W1. Untrained embeddings.

We have performed an additional experiment providing evidence that the trained embeddings indeed improve performance on the classification tasks. In particular, we have fixed context embeddings (randomly initialized) and we have only trained the CLS token embedding and the classifier weights. The resulting test accuracy is around 72% with test error around 0.6, while for the original baseline the test accuracy is around 95% with test error around 0.1. This clearly indicates the importance of training the embeddings. We will report the result of this experiment in the revision.

W2. Assumption 1.

If the sequence contains multiple positive or negative tokens, the behaviour is expected to depend on the specific structure of the dataset.
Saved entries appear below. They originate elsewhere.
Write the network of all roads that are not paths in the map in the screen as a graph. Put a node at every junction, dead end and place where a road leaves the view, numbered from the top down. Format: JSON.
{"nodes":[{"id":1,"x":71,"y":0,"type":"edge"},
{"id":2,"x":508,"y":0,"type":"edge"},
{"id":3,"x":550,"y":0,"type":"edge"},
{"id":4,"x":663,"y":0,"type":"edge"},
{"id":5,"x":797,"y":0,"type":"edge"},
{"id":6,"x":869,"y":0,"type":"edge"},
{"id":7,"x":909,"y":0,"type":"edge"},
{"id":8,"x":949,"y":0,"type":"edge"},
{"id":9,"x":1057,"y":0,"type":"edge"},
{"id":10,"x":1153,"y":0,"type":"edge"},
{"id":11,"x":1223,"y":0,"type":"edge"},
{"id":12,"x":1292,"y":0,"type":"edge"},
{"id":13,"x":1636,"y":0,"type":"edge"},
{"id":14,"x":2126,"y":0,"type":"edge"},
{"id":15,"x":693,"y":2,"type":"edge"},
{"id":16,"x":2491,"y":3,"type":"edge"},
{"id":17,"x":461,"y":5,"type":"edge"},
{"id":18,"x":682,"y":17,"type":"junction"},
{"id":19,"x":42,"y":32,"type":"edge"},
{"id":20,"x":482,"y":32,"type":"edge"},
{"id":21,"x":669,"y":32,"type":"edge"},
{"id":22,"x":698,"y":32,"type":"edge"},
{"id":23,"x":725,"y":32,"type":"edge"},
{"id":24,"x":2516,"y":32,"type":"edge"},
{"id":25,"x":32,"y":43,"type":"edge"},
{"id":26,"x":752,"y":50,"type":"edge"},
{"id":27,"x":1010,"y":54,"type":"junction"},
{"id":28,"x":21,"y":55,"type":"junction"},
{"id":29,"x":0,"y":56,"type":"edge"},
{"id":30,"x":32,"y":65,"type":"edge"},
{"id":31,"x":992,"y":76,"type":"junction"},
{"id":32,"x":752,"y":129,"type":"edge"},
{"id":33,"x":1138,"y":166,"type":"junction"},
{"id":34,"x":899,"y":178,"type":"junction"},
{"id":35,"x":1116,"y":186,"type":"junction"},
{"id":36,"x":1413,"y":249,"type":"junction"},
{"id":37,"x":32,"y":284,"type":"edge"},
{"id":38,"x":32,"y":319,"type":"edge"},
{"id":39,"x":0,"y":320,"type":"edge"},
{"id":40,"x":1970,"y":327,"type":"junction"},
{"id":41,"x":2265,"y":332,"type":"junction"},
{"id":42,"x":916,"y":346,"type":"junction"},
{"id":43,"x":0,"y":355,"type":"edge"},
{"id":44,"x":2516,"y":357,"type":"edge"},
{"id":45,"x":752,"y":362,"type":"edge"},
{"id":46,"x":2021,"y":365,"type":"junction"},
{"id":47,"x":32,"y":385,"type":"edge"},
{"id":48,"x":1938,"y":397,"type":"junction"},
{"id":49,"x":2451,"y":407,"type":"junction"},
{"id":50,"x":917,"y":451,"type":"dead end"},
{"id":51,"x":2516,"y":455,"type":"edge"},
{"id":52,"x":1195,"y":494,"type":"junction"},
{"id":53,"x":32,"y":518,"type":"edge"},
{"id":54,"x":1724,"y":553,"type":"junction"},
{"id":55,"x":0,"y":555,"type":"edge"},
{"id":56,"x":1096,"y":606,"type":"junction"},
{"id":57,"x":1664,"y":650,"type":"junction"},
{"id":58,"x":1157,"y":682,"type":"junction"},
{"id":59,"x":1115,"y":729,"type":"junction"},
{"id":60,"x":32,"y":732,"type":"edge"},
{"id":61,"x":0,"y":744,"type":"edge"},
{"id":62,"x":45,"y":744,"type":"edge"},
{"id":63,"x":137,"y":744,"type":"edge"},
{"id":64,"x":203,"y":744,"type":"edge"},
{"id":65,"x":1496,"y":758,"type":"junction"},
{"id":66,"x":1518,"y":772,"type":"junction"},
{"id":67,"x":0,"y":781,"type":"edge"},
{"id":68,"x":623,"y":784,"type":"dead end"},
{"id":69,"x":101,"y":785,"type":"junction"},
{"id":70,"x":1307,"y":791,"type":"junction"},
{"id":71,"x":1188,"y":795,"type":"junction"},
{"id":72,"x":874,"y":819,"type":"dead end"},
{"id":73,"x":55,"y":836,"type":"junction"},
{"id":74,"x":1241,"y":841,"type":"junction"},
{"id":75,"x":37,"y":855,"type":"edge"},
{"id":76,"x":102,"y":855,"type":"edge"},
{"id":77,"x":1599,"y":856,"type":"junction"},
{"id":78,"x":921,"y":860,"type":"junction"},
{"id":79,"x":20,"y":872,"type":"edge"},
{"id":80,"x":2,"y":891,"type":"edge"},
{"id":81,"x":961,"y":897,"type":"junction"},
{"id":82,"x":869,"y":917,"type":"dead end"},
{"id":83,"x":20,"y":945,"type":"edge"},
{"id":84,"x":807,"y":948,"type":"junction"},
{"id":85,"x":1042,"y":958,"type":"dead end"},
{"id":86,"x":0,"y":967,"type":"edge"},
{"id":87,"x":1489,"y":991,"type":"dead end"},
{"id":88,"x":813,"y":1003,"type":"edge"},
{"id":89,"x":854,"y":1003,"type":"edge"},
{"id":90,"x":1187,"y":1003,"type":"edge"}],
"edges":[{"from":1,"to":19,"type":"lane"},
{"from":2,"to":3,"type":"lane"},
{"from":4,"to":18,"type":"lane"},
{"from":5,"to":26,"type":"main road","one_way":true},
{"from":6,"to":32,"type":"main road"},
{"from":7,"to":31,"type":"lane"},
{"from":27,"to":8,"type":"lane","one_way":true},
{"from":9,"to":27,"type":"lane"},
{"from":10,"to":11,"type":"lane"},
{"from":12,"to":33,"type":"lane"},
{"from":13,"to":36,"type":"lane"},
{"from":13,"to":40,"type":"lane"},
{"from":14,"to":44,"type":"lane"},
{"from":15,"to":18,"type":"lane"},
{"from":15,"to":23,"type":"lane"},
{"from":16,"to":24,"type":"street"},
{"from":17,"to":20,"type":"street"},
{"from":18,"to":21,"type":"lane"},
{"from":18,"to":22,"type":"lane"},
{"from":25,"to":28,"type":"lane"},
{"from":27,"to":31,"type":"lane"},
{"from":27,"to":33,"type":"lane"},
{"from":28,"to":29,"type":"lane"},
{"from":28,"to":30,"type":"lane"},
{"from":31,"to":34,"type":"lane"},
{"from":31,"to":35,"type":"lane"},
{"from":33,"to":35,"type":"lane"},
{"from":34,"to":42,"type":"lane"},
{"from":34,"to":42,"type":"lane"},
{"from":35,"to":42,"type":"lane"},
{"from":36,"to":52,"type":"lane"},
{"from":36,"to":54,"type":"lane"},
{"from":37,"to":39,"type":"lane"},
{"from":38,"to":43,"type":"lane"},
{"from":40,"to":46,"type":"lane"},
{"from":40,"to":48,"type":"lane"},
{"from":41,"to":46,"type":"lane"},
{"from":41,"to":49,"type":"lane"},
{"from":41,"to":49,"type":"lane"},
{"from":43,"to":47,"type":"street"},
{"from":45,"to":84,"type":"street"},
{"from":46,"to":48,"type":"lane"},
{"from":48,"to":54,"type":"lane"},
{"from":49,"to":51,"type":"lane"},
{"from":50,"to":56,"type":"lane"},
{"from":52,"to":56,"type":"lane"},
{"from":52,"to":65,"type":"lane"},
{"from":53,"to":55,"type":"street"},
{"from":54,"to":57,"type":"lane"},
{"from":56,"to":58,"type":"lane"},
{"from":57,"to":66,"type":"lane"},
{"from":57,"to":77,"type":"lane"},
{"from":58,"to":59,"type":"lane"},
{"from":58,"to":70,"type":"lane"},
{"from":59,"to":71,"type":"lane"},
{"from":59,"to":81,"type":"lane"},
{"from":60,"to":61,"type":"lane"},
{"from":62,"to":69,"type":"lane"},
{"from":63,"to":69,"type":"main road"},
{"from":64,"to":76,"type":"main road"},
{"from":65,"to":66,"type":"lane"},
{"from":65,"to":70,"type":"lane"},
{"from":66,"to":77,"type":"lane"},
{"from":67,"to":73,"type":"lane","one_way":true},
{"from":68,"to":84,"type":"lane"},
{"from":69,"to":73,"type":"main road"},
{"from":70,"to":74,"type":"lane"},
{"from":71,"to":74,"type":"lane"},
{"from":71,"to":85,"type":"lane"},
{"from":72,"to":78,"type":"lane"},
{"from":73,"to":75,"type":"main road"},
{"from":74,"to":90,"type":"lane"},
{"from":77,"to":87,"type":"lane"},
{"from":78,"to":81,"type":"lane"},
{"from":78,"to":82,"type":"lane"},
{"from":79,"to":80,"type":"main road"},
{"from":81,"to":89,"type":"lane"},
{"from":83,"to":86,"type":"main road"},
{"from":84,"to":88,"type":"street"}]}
The difficulty is that the model may not necessarily select all relevant tokens. In fact, only selecting one relevant token from each sequence is in principle sufficient, and the negative directional gradient of $p$ along the max-margin direction that selects all the relevant tokens may not be larger than that of other selections. Nevertheless, two results follow from our analysis:

(1) If $p$ converges in direction, it must select at least one relevant token for each sequence, simply because the loss is non-increasing.

(2) If $p$ converges in direction and selects all relevant tokens, $p$ must be the max-margin direction of such selection. This can be obtained by following the approach obtained to derive our Theorem 4.3, which compares the directional gradient of $p$ along the max-margin direction and non-max-margin direction of the same selection.

The case with multiple partially positive or negative tokens is even harder, and it is likely to require additional assumptions on the training set, as well as completely different techniques.

We finally note that assuming only one relevant token is common in the literature [A, B].

[A] Attention layers provably solve single-location regression. ICLR, 2025.

[B] Max-margin token selection in attention mechanism. NeurIPS, 2023.

W3. Novelty compared to [1].

Let us elaborate on the technical novelty compared to [1]:

(1) Our results work for more general settings as compared to [1]. The directional convergence results in [1] require either only one sequence in the dataset [1, Theorem 2], or an initialization that is close enough to certain directions [1, Theorem 3]. In contrast, Theorem 4.3 in our work requires none of those restrictions to characterize all possible directions the gradient flow converges to.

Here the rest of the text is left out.